Segment Start: Recorded data

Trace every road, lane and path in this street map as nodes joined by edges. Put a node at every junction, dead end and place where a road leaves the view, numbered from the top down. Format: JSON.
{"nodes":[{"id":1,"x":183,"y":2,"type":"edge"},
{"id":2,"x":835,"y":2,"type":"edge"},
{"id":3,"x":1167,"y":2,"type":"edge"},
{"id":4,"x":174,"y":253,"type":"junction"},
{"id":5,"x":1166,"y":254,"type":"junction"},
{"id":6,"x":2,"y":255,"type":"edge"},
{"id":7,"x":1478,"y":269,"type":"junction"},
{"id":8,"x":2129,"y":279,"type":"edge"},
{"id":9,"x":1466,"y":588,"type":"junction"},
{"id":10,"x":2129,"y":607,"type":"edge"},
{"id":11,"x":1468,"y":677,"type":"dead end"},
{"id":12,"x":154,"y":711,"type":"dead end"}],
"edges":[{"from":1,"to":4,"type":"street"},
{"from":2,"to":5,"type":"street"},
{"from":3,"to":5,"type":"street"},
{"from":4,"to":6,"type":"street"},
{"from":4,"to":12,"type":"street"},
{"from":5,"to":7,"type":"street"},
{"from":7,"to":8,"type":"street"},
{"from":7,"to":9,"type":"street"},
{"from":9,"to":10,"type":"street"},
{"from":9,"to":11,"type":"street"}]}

Segment End: Recorded data

**Work instruction**
Reproduce every record exactly, line by line.

**Completed task**
Trace every road, lane and path in this street map as nodes joined by edges. Put a node at every junction, dead end and place where a road leaves the view, numbered from the top down. Format: JSON.
{"nodes":[{"id":1,"x":183,"y":2,"type":"edge"},
{"id":2,"x":835,"y":2,"type":"edge"},
{"id":3,"x":1167,"y":2,"type":"edge"},
{"id":4,"x":174,"y":253,"type":"junction"},
{"id":5,"x":1166,"y":254,"type":"junction"},
{"id":6,"x":2,"y":255,"type":"edge"},
{"id":7,"x":1478,"y":269,"type":"junction"},
{"id":8,"x":2129,"y":279,"type":"edge"},
{"id":9,"x":1466,"y":588,"type":"junction"},
{"id":10,"x":2129,"y":607,"type":"edge"},
{"id":11,"x":1468,"y":677,"type":"dead end"},
{"id":12,"x":154,"y":711,"type":"dead end"}],
"edges":[{"from":1,"to":4,"type":"street"},
{"from":2,"to":5,"type":"street"},
{"from":3,"to":5,"type":"street"},
{"from":4,"to":6,"type":"street"},
{"from":4,"to":12,"type":"street"},
{"from":5,"to":7,"type":"street"},
{"from":7,"to":8,"type":"street"},
{"from":7,"to":9,"type":"street"},
{"from":9,"to":10,"type":"street"},
{"from":9,"to":11,"type":"street"}]}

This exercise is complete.